Quälende Frage

Am Gedenkstein in der Konrad-Adenauer-Anlage versammelten sich viele Bürger, um an die Reichspogromnacht vor 76 Jahren zu erinnern. Bild: Kunz

Brennende Synagogen, geplünderte und zerstörte Wohnungen und Betriebe von jüdischen Mitbewohner: Weidener Bürger erinnerten am Sonntagabend am Gedenkstein in der Konrad-Adenauer-Anlage an die Reichspogromnacht vor 76 Jahren. Damals wurden in der Max-Reger-Stadt 34 Juden ermordet.

Dem Anlass entsprechend würdig gedachten die jüdische Gemeinde, Kirchen, Politik und Bürger in der Konrad-Adenauer-Anlage der Weidener Opfer des Holocausts. "Sechs Millionen Juden wurden während des Zweiten Weltkriegs ermordet." Eine große Anzahl angesichts dessen, dass die Juden weltweit nur einen Bruchteil ausmachten, unterstrich Leonid Shaulov, Vorsitzender der jüdischen Gemeinde Weiden.

Das Gedenken sei wichtig. "Wir dürfen Faschismus und Terrorismus nie mehr zulassen." Begrüßt wurden die Teilnehmer vom evangelischen Pfarrer Peter Peischl. Bürgermeister Jens Meyer betonte, dass die Gedenkfeier zur Pogromnacht von 1938 an eines der dunkelsten Kapitel deutscher Geschichte erinnere.

Trauer und Scham

"Es erfüllt uns mit Trauer und mit Scham." Die Frage, wie wir uns damals selbst verhalten hätten, sei heute noch quälend. "Die Nacht vom 9. auf den 10. November vor 76 Jahren, an die wir heute erinnern, war für die jüdischen Deutschen der Anfang eines nicht enden wollenden Schreckens." Meyer erinnerte an die tausenden brennenden Synagogen, geplünderten und zerstörten Wohnungen und Betriebe jüdischer Mitbewohner.

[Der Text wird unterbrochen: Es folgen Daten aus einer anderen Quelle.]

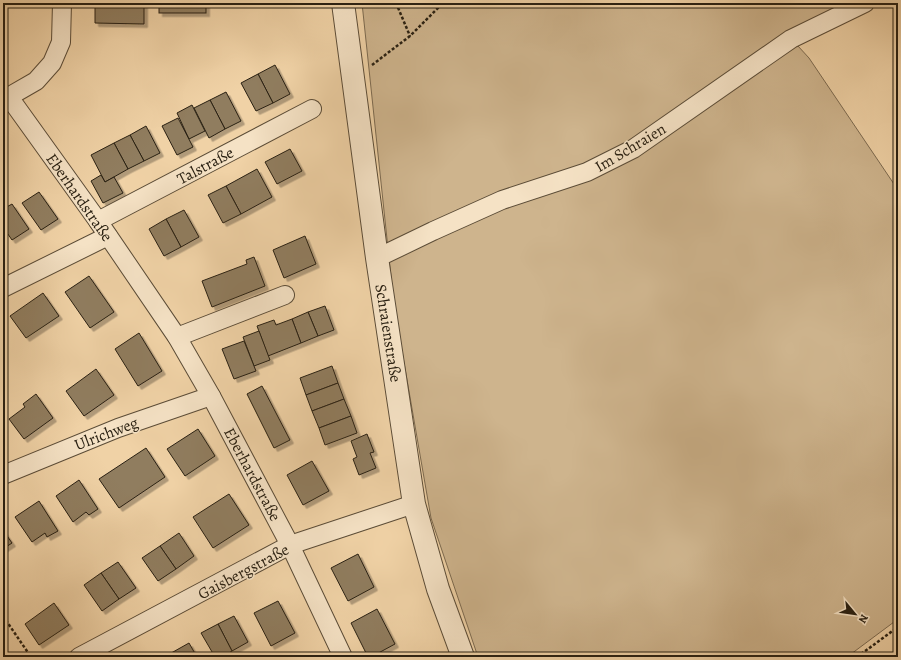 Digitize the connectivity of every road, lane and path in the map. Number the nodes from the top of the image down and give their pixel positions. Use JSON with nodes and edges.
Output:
{"nodes":[{"id":1,"x":62,"y":3,"type":"edge"},
{"id":2,"x":343,"y":3,"type":"edge"},
{"id":3,"x":396,"y":3,"type":"edge"},
{"id":4,"x":443,"y":3,"type":"edge"},
{"id":5,"x":865,"y":3,"type":"edge"},
{"id":6,"x":410,"y":36,"type":"junction"},
{"id":7,"x":353,"y":80,"type":"junction"},
{"id":8,"x":6,"y":98,"type":"edge"},
{"id":9,"x":312,"y":109,"type":"dead end"},
{"id":10,"x":98,"y":221,"type":"junction"},
{"id":11,"x":108,"y":236,"type":"junction"},
{"id":12,"x":377,"y":258,"type":"junction"},
{"id":13,"x":3,"y":288,"type":"edge"},
{"id":14,"x":285,"y":295,"type":"dead end"},
{"id":15,"x":177,"y":337,"type":"junction"},
{"id":16,"x":211,"y":396,"type":"junction"},
{"id":17,"x":3,"y":475,"type":"edge"},
{"id":18,"x":414,"y":504,"type":"junction"},
{"id":19,"x":290,"y":545,"type":"junction"},
{"id":20,"x":3,"y":616,"type":"edge"},
{"id":21,"x":898,"y":627,"type":"edge"},
{"id":22,"x":31,"y":657,"type":"edge"},
{"id":23,"x":79,"y":657,"type":"edge"},
{"id":24,"x":343,"y":657,"type":"edge"},
{"id":25,"x":463,"y":657,"type":"edge"},
{"id":26,"x":858,"y":657,"type":"edge"}],
"edges":[{"from":1,"to":8,"type":"street"},
{"from":2,"to":7,"type":"street","name":"Schraienstraße"},
{"from":3,"to":6,"type":"path"},
{"from":4,"to":6,"type":"path"},
{"from":5,"to":12,"type":"street","name":"Im Schraien"},
{"from":6,"to":7,"type":"path"},
{"from":7,"to":12,"type":"street","name":"Schraienstraße"},
{"from":8,"to":10,"type":"street","name":"Eberhardstraße"},
{"from":9,"to":10,"type":"street","name":"Talstraße"},
{"from":10,"to":11,"type":"street","name":"Eberhardstraße"},
{"from":11,"to":13,"type":"street"},
{"from":11,"to":15,"type":"street","name":"Eberhardstraße"},
{"from":12,"to":18,"type":"street","name":"Schraienstraße"},
{"from":14,"to":15,"type":"street"},
{"from":15,"to":16,"type":"street","name":"Eberhardstraße"},
{"from":16,"to":17,"type":"street","name":"Ulrichweg"},
{"from":16,"to":19,"type":"street","name":"Eberhardstraße"},
{"from":18,"to":19,"type":"street","name":"Gaisbergstraße"},
{"from":18,"to":25,"type":"street","name":"Schraienstraße"},
{"from":19,"to":23,"type":"street","name":"Gaisbergstraße"},
{"from":19,"to":24,"type":"street","name":"Eberhardstraße"},
{"from":20,"to":22,"type":"path"},
{"from":21,"to":26,"type":"path"}]}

"Zahlreiche Juden wurden brutal attackiert, verletzt und viele ermordet." Allein in der Folge jener Nacht hätten die Nazi-Schergen 30 000 jüdische Männer in Konzentrationslager gebracht. "Diese Schandtaten fanden nicht im Geheimen statt. Nein, sie fanden auf offener Straße statt. Weithin sichtbar und weithin hörbar." Organisiert in der Machtzentrale der Nationalsozialisten.

Viele hätten mit Entsetzen reagiert. Die allermeisten hätten aber weggesehen. "Nur wenige standen ihren bedrängten jüdischen Nachbarn bei." Nach dem Schicksalsdatum habe kein Deutscher mehr daran zweifeln können, dass es dem NS-Regime mit seiner antisemitischen Hetze blutiger Ernst war. Leider zeige sich auch heute wieder an viele Beispielen, dass die Ausgrenzung Andersdenkender nicht überwunden sei.

Gleichzeitig bedeute der 9. November auch - und hier erinnerte Meyer an den Mauerfall von 1989 -, dass sich Freiheit und Demokratie nicht von alleine erhalten. "Diese Werte sind darauf angewiesen, dass aufrechte Bürger für sie eintreten."

34 Steine als Erinnerung

Schülerinnen des Neustädter Gymnasiums machten unter Leitung von Pfarrer Dr. Volker Wappmann in einem Gedankenspiel an den Zeugen Jehovas fest, wie es heute wäre, wenn diese Religionsgemeinschaft ausgegrenzt würde. Beim Totengedenken verlasen Constanze Schöner und Otmar Singer-Niederlegen die Namen der 34 ermordeten Weidener Juden. Schüler des Neustädter Gymnasiums und des Elly-Heuss-Gymnasiums legten Steine zu ihren Ehren am Mahnmal nieder.

Rabbiner Dannyel Morag sprach das Heiligungsgebet Kaddisch und die Fürbitten und spendete den Segen zusammen mit dem evangelischen Pfarrer Peischl und dem katholischen Geistlichen Alfons Forster. Es spielte die Klarinetten-Musik der Franz-Grothe-Schule.